* [Task objective]
Set down the entries below exactly, leaving out all images.

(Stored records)

━━━━━━━━━━━━━━━━

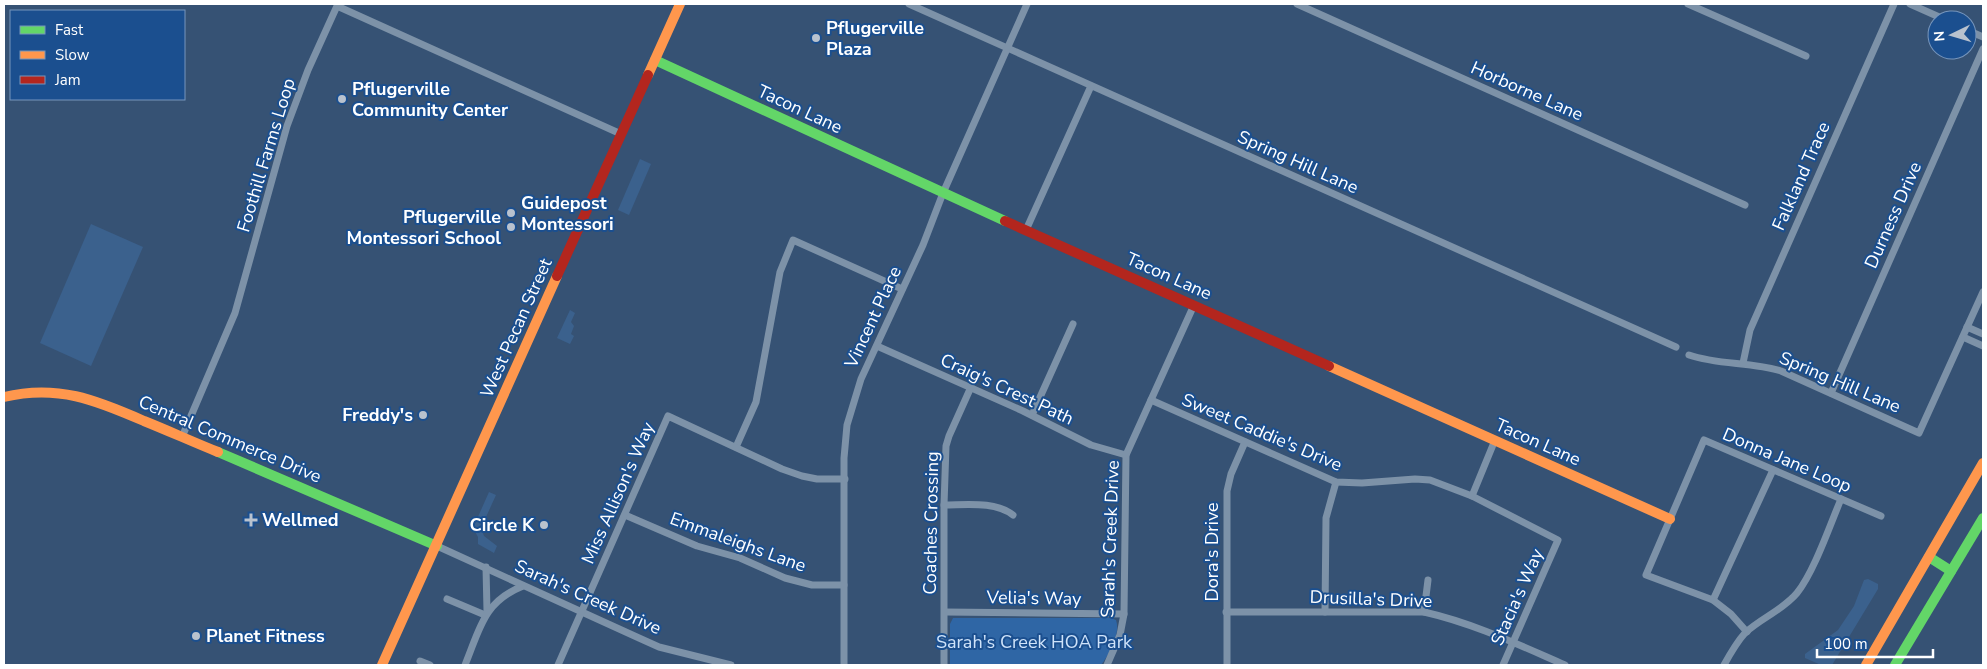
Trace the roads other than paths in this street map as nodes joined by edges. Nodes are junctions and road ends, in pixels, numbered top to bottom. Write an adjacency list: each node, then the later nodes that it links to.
1 (680, 4): 12 (street, West Pecan Street)
2 (909, 4): 9 (street, Spring Hill Lane)
3 (1027, 4): 9 (street, Vincent Place)
4 (1296, 4): 16 (street, Horborne Lane)
5 (1688, 4): 11 (street)
6 (1894, 4): 29 (street, Falkland Trace)
7 (1910, 4): 8 (street)
8 (1927, 12)
9 (1007, 47): 13 (street, Spring Hill Lane); 15 (street, Vincent Place)
10 (1983, 49): 31 (street, Durness Drive)
11 (1806, 56)
12 (655, 60): 14 (street, West Pecan Street); 15 (street, Tacon Lane)
13 (1092, 86): 17 (street); 27 (street, Spring Hill Lane)
14 (621, 134): 35 (street, Foothill Farms Loop); 53 (street, West Pecan Street)
15 (943, 192): 17 (street, Tacon Lane); 18 (street, Vincent Place)
16 (1745, 205)
17 (1026, 230): 20 (street, Tacon Lane)
18 (902, 289): 25 (street, Vincent Place); 38 (street)
19 (1983, 292): 22 (street)
20 (1194, 304): 33 (street, Sarah's Creek Drive); 36 (street, Tacon Lane)
21 (1073, 324): 34 (street)
22 (1967, 327): 23 (street); 24 (street)
23 (1983, 334)
24 (1963, 337): 26 (street); 31 (street, Spring Hill Lane)
25 (876, 346): 30 (street, Craig's Crest Path); 42 (street, Vincent Place)
26 (1983, 346)
27 (1676, 347)
28 (1688, 355): 29 (street, Spring Hill Lane)
29 (1742, 363): 31 (street, Spring Hill Lane)
30 (971, 387): 34 (street, Craig's Crest Path); 46 (street, Coaches Crossing)
31 (1831, 393)
32 (4, 398): 35 (street, Central Commerce Drive)
33 (1151, 400): 37 (street, Sweet Caddie's Drive); 39 (street, Sarah's Creek Drive)
34 (1032, 415): 39 (street, Craig's Crest Path)
35 (182, 437): 53 (street, Central Commerce Drive)
36 (1496, 440): 44 (street); 51 (street, Tacon Lane)
37 (1245, 442): 43 (street, Sweet Caddie's Drive); 64 (street, Dora's Drive)
38 (736, 447): 42 (street); 47 (street, Miss Allison's Way)
39 (1126, 455): 68 (street, Sarah's Creek Drive)
40 (1983, 463): 54 (street)
41 (1773, 470): 45 (street, Donna Jane Loop); 51 (street, Donna Jane Loop); 61 (street)
42 (845, 479): 58 (street, Vincent Place)
43 (1336, 482): 44 (street, Sweet Caddie's Drive); 65 (street)
44 (1472, 496): 52 (street, Sweet Caddie's Drive)
45 (1841, 499): 49 (street, Donna Jane Loop); 69 (street)
46 (944, 505): 48 (street); 63 (street, Coaches Crossing)
47 (625, 515): 58 (street, Emmaleighs Lane); 62 (street, Miss Allison's Way)
48 (1012, 515)
49 (1881, 516)
50 (1983, 518): 56 (street)
51 (1670, 519): 61 (street, Donna Jane Loop)
52 (1558, 540): 70 (street, Stacia's Way)
53 (437, 546): 55 (street, Sarah's Creek Drive); 72 (street, West Pecan Street)
54 (1929, 557): 56 (street); 84 (street)
55 (486, 567): 59 (street, Sarah's Creek Drive); 67 (street)
56 (1951, 571): 85 (street)
57 (1428, 580): 66 (street)
58 (844, 585): 77 (street, Vincent Place)
59 (523, 586): 62 (street, Sarah's Creek Drive); 67 (street)
60 (447, 599): 67 (street)
61 (1713, 600): 69 (street, Donna Jane Loop)
62 (582, 612): 75 (street, Miss Allison's Way); 76 (street, Sarah's Creek Drive)
63 (945, 612): 68 (street, Velia's Way); 78 (street, Coaches Crossing)
64 (1226, 612): 65 (street, Drusilla's Drive); 80 (street, Dora's Drive)
65 (1325, 612): 66 (street, Drusilla's Drive)
66 (1424, 612): 70 (street, Drusilla's Drive)
67 (486, 613): 74 (street)
68 (1124, 614): 79 (street, Sarah's Creek Drive)
69 (1746, 632): 83 (street)
70 (1514, 642): 81 (street, Stacia's Way); 82 (street, Drusilla's Drive)
71 (420, 661): 73 (street)
72 (382, 665)
73 (430, 665)
74 (465, 665)
75 (558, 665)
76 (731, 665)
77 (844, 665)
78 (944, 665)
79 (1107, 665)
80 (1226, 665)
81 (1503, 665)
82 (1565, 665)
83 (1724, 665)
84 (1866, 665)
85 (1895, 665)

━━━━━━━━━━━━━━━━

* [Solved exercise]
Trace the roads other than paths in this street map as nodes joined by edges. Nodes are junctions and road ends, in pixels, numbered top to bottom. Write an adjacency list: each node, then the later nodes that it links to.
1 (680, 4): 12 (street, West Pecan Street)
2 (909, 4): 9 (street, Spring Hill Lane)
3 (1027, 4): 9 (street, Vincent Place)
4 (1296, 4): 16 (street, Horborne Lane)
5 (1688, 4): 11 (street)
6 (1894, 4): 29 (street, Falkland Trace)
7 (1910, 4): 8 (street)
8 (1927, 12)
9 (1007, 47): 13 (street, Spring Hill Lane); 15 (street, Vincent Place)
10 (1983, 49): 31 (street, Durness Drive)
11 (1806, 56)
12 (655, 60): 14 (street, West Pecan Street); 15 (street, Tacon Lane)
13 (1092, 86): 17 (street); 27 (street, Spring Hill Lane)
14 (621, 134): 35 (street, Foothill Farms Loop); 53 (street, West Pecan Street)
15 (943, 192): 17 (street, Tacon Lane); 18 (street, Vincent Place)
16 (1745, 205)
17 (1026, 230): 20 (street, Tacon Lane)
18 (902, 289): 25 (street, Vincent Place); 38 (street)
19 (1983, 292): 22 (street)
20 (1194, 304): 33 (street, Sarah's Creek Drive); 36 (street, Tacon Lane)
21 (1073, 324): 34 (street)
22 (1967, 327): 23 (street); 24 (street)
23 (1983, 334)
24 (1963, 337): 26 (street); 31 (street, Spring Hill Lane)
25 (876, 346): 30 (street, Craig's Crest Path); 42 (street, Vincent Place)
26 (1983, 346)
27 (1676, 347)
28 (1688, 355): 29 (street, Spring Hill Lane)
29 (1742, 363): 31 (street, Spring Hill Lane)
30 (971, 387): 34 (street, Craig's Crest Path); 46 (street, Coaches Crossing)
31 (1831, 393)
32 (4, 398): 35 (street, Central Commerce Drive)
33 (1151, 400): 37 (street, Sweet Caddie's Drive); 39 (street, Sarah's Creek Drive)
34 (1032, 415): 39 (street, Craig's Crest Path)
35 (182, 437): 53 (street, Central Commerce Drive)
36 (1496, 440): 44 (street); 51 (street, Tacon Lane)
37 (1245, 442): 43 (street, Sweet Caddie's Drive); 64 (street, Dora's Drive)
38 (736, 447): 42 (street); 47 (street, Miss Allison's Way)
39 (1126, 455): 68 (street, Sarah's Creek Drive)
40 (1983, 463): 54 (street)
41 (1773, 470): 45 (street, Donna Jane Loop); 51 (street, Donna Jane Loop); 61 (street)
42 (845, 479): 58 (street, Vincent Place)
43 (1336, 482): 44 (street, Sweet Caddie's Drive); 65 (street)
44 (1472, 496): 52 (street, Sweet Caddie's Drive)
45 (1841, 499): 49 (street, Donna Jane Loop); 69 (street)
46 (944, 505): 48 (street); 63 (street, Coaches Crossing)
47 (625, 515): 58 (street, Emmaleighs Lane); 62 (street, Miss Allison's Way)
48 (1012, 515)
49 (1881, 516)
50 (1983, 518): 56 (street)
51 (1670, 519): 61 (street, Donna Jane Loop)
52 (1558, 540): 70 (street, Stacia's Way)
53 (437, 546): 55 (street, Sarah's Creek Drive); 72 (street, West Pecan Street)
54 (1929, 557): 56 (street); 84 (street)
55 (486, 567): 59 (street, Sarah's Creek Drive); 67 (street)
56 (1951, 571): 85 (street)
57 (1428, 580): 66 (street)
58 (844, 585): 77 (street, Vincent Place)
59 (523, 586): 62 (street, Sarah's Creek Drive); 67 (street)
60 (447, 599): 67 (street)
61 (1713, 600): 69 (street, Donna Jane Loop)
62 (582, 612): 75 (street, Miss Allison's Way); 76 (street, Sarah's Creek Drive)
63 (945, 612): 68 (street, Velia's Way); 78 (street, Coaches Crossing)
64 (1226, 612): 65 (street, Drusilla's Drive); 80 (street, Dora's Drive)
65 (1325, 612): 66 (street, Drusilla's Drive)
66 (1424, 612): 70 (street, Drusilla's Drive)
67 (486, 613): 74 (street)
68 (1124, 614): 79 (street, Sarah's Creek Drive)
69 (1746, 632): 83 (street)
70 (1514, 642): 81 (street, Stacia's Way); 82 (street, Drusilla's Drive)
71 (420, 661): 73 (street)
72 (382, 665)
73 (430, 665)
74 (465, 665)
75 (558, 665)
76 (731, 665)
77 (844, 665)
78 (944, 665)
79 (1107, 665)
80 (1226, 665)
81 (1503, 665)
82 (1565, 665)
83 (1724, 665)
84 (1866, 665)
85 (1895, 665)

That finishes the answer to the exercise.